The National Education Association recently released “Rankings of the States 2015 and Estimates of School Statistics 2016.” “Rankings and Estimates” is a useful publication for its per pupil expenditure and teacher pay rankings. For example, North Carolina is ranked 41st in teacher pay this year, an improvement of one spot since last year and six spots since 2014.
But take a step back from North Carolina and consider the massive size and scope of the nation’s public education enterprise and the relatively disappointing academic results it produces.
NEA researchers estimate that the United States will spend just under $675 billon on public education this school year. To put that figure in perspective, public school spending alone is roughly equal to the gross domestic product of Switzerland, the 20th-largest economy in the world.
Of course, the United States educates nearly 50 million children, which is around six times the total population of Switzerland, so one would expect that taxpayers would need to make a significantly larger investment in public schools. Yet, the national average expenditure in the United States is around $12,000 per student, which, coincidentally, joins Switzerland as the fourth-highest in the world.
Even the Swiss would agree that that is some serious cheddar. Unfortunately, it does not mean that the United States is the academic big cheese.

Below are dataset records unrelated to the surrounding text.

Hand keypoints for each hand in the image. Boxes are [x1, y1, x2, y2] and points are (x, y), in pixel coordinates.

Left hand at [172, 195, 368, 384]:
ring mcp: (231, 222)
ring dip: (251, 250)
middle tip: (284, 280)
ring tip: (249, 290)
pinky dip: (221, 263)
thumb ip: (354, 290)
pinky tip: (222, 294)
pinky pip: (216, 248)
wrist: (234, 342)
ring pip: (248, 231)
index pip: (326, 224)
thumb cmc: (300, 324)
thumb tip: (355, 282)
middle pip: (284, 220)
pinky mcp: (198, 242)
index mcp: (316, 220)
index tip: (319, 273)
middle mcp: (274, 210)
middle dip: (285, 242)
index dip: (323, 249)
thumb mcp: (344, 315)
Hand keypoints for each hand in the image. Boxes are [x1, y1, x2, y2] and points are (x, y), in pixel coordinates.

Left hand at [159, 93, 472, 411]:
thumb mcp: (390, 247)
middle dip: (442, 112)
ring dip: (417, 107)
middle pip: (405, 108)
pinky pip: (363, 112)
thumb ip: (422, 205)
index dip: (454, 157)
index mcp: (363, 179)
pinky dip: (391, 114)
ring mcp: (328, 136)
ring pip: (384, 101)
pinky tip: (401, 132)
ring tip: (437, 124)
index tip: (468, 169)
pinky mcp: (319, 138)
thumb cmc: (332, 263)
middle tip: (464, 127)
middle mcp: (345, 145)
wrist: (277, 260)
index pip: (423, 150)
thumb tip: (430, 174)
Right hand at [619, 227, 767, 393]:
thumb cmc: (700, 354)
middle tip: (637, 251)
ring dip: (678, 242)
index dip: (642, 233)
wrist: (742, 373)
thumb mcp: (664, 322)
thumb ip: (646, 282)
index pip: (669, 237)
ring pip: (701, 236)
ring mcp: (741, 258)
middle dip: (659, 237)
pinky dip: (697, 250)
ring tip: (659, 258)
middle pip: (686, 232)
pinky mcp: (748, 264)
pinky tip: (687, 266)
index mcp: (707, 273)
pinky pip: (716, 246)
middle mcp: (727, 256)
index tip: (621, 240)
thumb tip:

In “Comparative Indicators of Education in the United States and Other G-20 Countries: 2015,” the National Center for Education Statistics compared education input and output measures in the United States with those in Canada, Germany, Japan, South Korea, the United Kingdom, and other Group of 20 countries. The report is the most current summary of the performance of students on major international assessments.
In fourth-grade reading, students in the United States fared well. Seventeen percent of students reached an advanced level on international tests, eclipsing Canada, Germany, and several others. Mathematics performance is a different story. While 13 percent of U.S. fourth-grade students reached the advanced level, 39 percent of South Korean students and 30 percent of Japanese students hit that mark. Science performance among fourth-graders in the United States was competitive with Japan and Russia, but no nation outperformed academic powerhouse South Korea.
By eighth grade, Pacific Rim nations begin pulling away from the pack. Nearly half of eighth-grade students in South Korea and 27 percent of Japanese eighth-graders scored at the advanced level in math. That compared to only 7 percent in the United States. In science, the gap between the United States and other G-20 nations was not as large. Even so, Japan, South Korea, Russia, and England all had higher percentages of eighth-grade students who scored in the upper achievement tiers on international science assessments.
Proficiency levels in reading, mathematics, and science literacy among 15-year-old students suggests that the academic deceleration that begins in middle school continues into high school. Indeed, reading performance in the United States lags significantly behind Australia, Canada, France, Germany, Japan, and South Korea. Although 9 percent of U.S. high schoolers scored at the top two achievement levels on international math assessments, 24 percent of Japanese and 31 percent of South Korean 15-year-olds attained top scores. Australian, German, and Canadian students were not far behind.
Over the next year, international testing programs will release updated results from math, science, and reading assessments. Those reports will provide insight into whether the near-universal adoption of the Common Core State Standards in reading and math has improved the nation’s international competitiveness. Yet, even if the United States closes the performance gap with top-performing nations, we will have done so at a great and largely unsustainable cost.